Silver 2004 MR2 -  Unmodified but very shiny.

shnazzle

#3
Yeah it is. The tps sits on the opposite side to the controlling side of the butterfly. So, same on both SMT and manual
...neutiquam erro.

lamcote

#4
Thanks
Silver 2004 MR2 -  Unmodified but very shiny.

mrzwei

#5
IIRC the pre-facelift SMT was fly by wire but with a cable back up. The post facelift was fly by wire. Time fades the memory so could be wrong.
Ex.MR2 SMT sadly missed.
Saab 9-5 Turbo, Hirsch stage 1, Sports suspension and anti roll bars, uprated disks, sports intake and filter and various other bits. 210bhp, 320Nm.
Talbot Express campervan with carb, distributor, coil and no cat! SOLD

SteveJ

#6
All SMTs had a throttle cable that had command of the first 30% or so of butterfly opening.
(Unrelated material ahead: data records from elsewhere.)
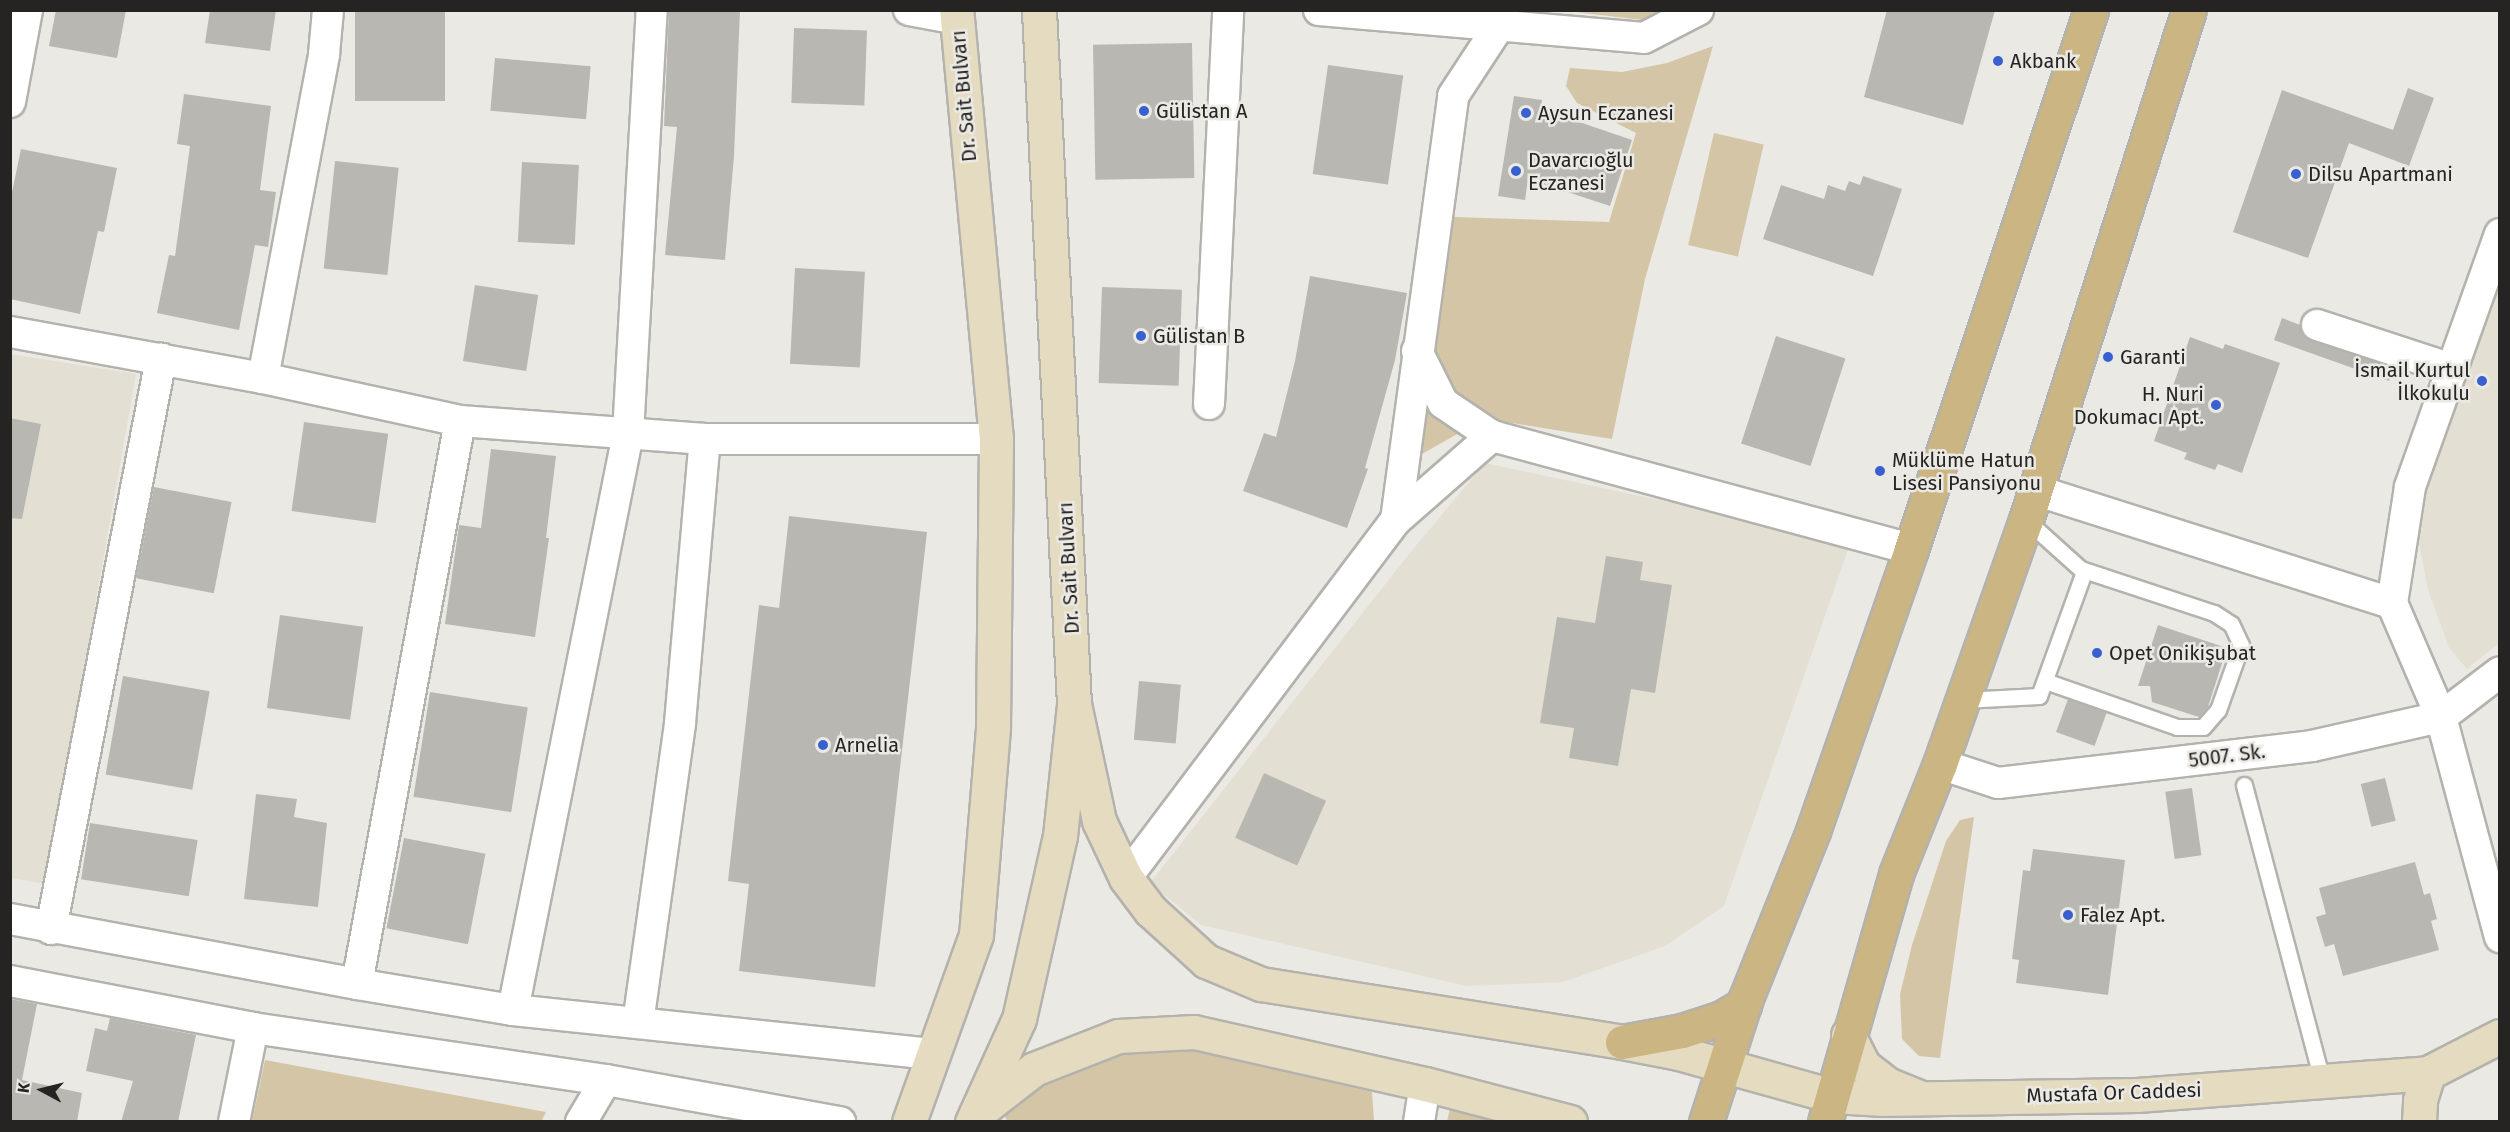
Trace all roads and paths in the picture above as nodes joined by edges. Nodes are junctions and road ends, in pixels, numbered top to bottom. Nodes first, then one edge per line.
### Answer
1 (27, 10) edge
2 (328, 10) edge
3 (652, 10) edge
4 (909, 10) edge
5 (1040, 10) edge
6 (1228, 10) edge
7 (1319, 10) edge
8 (1698, 10) edge
9 (2091, 10) edge
10 (2188, 10) edge
11 (956, 15) edge
12 (1500, 18) edge
13 (10, 102) edge
14 (2499, 234) edge
15 (2317, 325) dead end
16 (10, 332) edge
17 (1417, 351) junction
18 (161, 359) junction
19 (2452, 369) junction
20 (263, 378) junction
21 (1209, 404) dead end
22 (460, 421) junction
23 (628, 434) junction
24 (1492, 436) junction
25 (705, 439) junction
26 (996, 439) junction
27 (2030, 505) junction
28 (1396, 520) junction
29 (1911, 549) junction
30 (2080, 569) junction
31 (2392, 603) junction
32 (2499, 672) edge
33 (2045, 681) junction
34 (1963, 700) junction
35 (1074, 704) junction
36 (2440, 717) junction
37 (1940, 764) junction
38 (2244, 785) dead end
39 (1126, 878) junction
40 (10, 919) edge
41 (51, 928) junction
42 (2499, 937) edge
43 (10, 981) edge
44 (357, 984) junction
45 (1744, 1005) junction
46 (513, 1010) junction
47 (638, 1023) junction
48 (253, 1028) junction
49 (1848, 1035) junction
50 (2499, 1036) edge
51 (1622, 1042) junction
52 (932, 1054) junction
53 (1723, 1065) junction
54 (2428, 1073) junction
55 (606, 1080) junction
56 (2322, 1081) junction
57 (1425, 1084) junction
58 (1924, 1098) junction
59 (1829, 1109) edge
60 (975, 1117) edge
61 (234, 1122) edge
62 (581, 1122) edge
63 (840, 1122) edge
64 (909, 1122) edge
65 (1419, 1122) edge
66 (1570, 1122) edge
67 (1706, 1122) edge
68 (2419, 1122) edge

1 - 13 street
2 - 20 street
3 - 23 street
4 - 11 street
5 - 35 street, Dr. Sait Bulvarı
6 - 21 street
7 - 12 street
8 - 12 street
9 - 29 main road
10 - 27 main road
11 - 26 street, Dr. Sait Bulvarı
12 - 17 street
14 - 19 street
15 - 19 street
16 - 18 street
17 - 24 street
17 - 28 street
18 - 20 street
18 - 41 street
19 - 31 street
20 - 22 street
22 - 23 street
22 - 44 street
23 - 25 street
23 - 46 street
24 - 28 street
24 - 29 street
25 - 26 street
25 - 47 street
26 - 52 street, Dr. Sait Bulvarı
27 - 30 lane
27 - 31 street
27 - 34 main road
28 - 39 street
29 - 45 main road
30 - 33 lane
30 - 33 lane
31 - 36 street
32 - 36 street, 5007. Sk.
33 - 34 lane
34 - 37 main road
35 - 39 street, Mustafa Or Caddesi
35 - 60 street, Dr. Sait Bulvarı
36 - 37 street, 5007. Sk.
36 - 42 street
37 - 49 main road
38 - 56 lane
39 - 51 street, Mustafa Or Caddesi
40 - 41 street
41 - 44 street
43 - 48 street
44 - 46 street
45 - 51 main road
45 - 53 main road
46 - 47 street
47 - 52 street
48 - 55 street
48 - 61 street
49 - 58 street
49 - 59 main road
50 - 54 street, Mustafa Or Caddesi
51 - 53 street, Mustafa Or Caddesi
52 - 64 street, Dr. Sait Bulvarı
53 - 59 street, Mustafa Or Caddesi
53 - 67 main road
54 - 56 street, Mustafa Or Caddesi
54 - 68 street
55 - 62 street
55 - 63 street
56 - 58 street, Mustafa Or Caddesi
57 - 60 street
57 - 65 street
57 - 66 street
58 - 59 street, Mustafa Or Caddesi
The remaining travel was restricted by a servo pushing against the requested opening amount to allow rev-matching on shifts.

SteveJ

#7
Ps. There was a mod that was popular in the US to prevent the push-back from the servo so all it could do was raise the revs for downshifts but not restrict the opening requested from the throttle pedal / cable. It would have made up shifts clunky though.